### [Exercise]
The reply has to be a number alone, equal to how many lines in the entries below hold the string "graph".

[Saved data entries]
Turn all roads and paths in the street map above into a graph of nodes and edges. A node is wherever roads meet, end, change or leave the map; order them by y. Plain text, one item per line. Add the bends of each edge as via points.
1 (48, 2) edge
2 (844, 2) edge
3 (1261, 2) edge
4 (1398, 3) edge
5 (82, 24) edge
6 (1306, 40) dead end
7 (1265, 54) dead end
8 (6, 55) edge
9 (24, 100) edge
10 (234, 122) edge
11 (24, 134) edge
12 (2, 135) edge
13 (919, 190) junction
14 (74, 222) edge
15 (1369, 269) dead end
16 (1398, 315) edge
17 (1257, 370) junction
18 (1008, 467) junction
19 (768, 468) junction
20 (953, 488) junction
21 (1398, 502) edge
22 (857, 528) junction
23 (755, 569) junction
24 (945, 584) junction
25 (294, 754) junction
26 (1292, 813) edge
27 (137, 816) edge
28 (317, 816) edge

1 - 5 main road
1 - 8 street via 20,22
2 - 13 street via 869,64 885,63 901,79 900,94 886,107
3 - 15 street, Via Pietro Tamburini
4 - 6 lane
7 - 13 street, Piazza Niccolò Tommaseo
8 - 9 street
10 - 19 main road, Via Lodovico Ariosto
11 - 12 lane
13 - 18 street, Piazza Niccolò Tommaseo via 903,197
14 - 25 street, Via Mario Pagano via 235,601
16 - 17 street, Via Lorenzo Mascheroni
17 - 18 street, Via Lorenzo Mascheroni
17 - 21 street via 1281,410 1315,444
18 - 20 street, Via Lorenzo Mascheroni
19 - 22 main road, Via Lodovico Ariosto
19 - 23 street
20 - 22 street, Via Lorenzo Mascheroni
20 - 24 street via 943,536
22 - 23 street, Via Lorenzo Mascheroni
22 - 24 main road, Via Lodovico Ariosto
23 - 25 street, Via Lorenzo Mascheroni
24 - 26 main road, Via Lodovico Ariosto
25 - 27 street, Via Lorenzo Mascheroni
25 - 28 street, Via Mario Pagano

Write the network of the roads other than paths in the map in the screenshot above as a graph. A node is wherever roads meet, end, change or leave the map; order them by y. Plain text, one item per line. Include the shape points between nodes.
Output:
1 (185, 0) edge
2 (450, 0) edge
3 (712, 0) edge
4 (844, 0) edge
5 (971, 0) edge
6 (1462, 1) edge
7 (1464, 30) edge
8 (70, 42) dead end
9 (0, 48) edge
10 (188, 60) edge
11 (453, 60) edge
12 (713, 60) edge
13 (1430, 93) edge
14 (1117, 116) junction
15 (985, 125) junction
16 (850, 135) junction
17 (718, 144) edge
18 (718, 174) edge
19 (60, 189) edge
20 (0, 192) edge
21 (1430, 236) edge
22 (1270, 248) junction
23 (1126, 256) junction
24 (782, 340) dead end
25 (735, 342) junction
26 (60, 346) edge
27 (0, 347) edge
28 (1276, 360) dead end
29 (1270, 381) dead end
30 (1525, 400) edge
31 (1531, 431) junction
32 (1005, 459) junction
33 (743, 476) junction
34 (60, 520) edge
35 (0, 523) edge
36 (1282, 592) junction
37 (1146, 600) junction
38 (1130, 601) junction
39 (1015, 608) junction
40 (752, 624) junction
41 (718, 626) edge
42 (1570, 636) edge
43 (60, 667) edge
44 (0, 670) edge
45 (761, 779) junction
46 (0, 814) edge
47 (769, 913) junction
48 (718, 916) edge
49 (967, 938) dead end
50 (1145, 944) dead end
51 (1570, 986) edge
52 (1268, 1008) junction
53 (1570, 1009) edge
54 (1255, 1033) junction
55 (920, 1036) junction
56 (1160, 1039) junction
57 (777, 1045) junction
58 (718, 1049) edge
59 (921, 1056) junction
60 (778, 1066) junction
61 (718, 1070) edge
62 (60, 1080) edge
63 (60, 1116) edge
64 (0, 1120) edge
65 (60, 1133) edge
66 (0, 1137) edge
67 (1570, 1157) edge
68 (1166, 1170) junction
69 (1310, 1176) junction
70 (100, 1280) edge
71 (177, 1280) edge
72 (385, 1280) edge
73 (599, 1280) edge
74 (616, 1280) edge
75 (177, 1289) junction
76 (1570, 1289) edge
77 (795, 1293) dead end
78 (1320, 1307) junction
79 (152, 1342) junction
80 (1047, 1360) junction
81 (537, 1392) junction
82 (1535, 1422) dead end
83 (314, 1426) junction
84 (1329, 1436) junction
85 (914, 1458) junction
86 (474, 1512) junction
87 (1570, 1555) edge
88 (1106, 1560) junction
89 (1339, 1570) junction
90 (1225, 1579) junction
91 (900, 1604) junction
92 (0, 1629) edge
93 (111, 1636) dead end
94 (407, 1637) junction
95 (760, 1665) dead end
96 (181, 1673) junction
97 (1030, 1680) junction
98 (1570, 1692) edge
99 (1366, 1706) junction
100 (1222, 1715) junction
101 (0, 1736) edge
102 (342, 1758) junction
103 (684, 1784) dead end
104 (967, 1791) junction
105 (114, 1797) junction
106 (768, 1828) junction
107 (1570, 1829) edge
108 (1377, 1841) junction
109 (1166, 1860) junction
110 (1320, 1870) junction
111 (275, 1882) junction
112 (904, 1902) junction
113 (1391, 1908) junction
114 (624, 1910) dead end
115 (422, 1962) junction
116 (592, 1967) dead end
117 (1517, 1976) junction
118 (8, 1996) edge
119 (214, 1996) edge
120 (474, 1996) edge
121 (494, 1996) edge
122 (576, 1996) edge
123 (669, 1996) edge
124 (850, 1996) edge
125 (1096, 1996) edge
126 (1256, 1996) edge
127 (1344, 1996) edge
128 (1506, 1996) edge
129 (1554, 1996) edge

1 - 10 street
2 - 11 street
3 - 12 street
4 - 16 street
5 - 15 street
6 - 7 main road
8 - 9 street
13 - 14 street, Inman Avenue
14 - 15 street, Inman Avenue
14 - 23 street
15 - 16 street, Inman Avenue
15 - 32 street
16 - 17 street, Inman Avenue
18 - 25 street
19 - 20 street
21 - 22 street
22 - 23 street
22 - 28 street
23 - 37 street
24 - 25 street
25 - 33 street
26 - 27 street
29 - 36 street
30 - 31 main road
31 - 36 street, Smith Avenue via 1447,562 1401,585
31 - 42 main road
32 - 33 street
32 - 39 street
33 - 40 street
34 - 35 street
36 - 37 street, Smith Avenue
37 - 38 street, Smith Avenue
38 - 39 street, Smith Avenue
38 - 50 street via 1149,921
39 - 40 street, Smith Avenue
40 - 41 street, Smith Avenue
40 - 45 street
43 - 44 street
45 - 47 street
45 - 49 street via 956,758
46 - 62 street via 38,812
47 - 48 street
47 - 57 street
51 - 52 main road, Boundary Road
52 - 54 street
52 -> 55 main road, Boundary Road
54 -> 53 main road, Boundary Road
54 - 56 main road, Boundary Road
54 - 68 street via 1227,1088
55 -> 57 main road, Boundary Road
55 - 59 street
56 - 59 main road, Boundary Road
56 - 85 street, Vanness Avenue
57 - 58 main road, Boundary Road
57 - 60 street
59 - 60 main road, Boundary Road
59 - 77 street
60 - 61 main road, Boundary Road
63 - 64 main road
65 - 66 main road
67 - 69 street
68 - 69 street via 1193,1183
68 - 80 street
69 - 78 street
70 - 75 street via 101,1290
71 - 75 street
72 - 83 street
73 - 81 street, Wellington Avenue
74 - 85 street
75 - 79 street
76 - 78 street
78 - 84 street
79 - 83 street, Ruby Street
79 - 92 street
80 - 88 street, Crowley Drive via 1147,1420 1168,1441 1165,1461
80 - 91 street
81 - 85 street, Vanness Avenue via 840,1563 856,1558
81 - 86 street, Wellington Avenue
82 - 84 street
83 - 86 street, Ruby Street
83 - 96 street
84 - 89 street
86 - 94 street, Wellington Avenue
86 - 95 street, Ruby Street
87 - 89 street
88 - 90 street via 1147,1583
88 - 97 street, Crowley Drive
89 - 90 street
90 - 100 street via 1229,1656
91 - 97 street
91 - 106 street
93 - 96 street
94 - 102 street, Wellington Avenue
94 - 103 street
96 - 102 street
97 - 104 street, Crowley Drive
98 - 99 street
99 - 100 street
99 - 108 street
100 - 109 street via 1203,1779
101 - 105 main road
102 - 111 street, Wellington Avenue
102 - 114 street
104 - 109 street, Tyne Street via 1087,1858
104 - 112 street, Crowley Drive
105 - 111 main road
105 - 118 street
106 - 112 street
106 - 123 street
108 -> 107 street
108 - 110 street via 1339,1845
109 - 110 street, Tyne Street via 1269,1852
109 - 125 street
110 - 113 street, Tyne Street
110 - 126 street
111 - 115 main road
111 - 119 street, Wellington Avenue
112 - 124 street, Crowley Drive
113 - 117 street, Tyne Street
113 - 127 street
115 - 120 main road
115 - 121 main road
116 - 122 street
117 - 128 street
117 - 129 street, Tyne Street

### [Output of the exercise]
2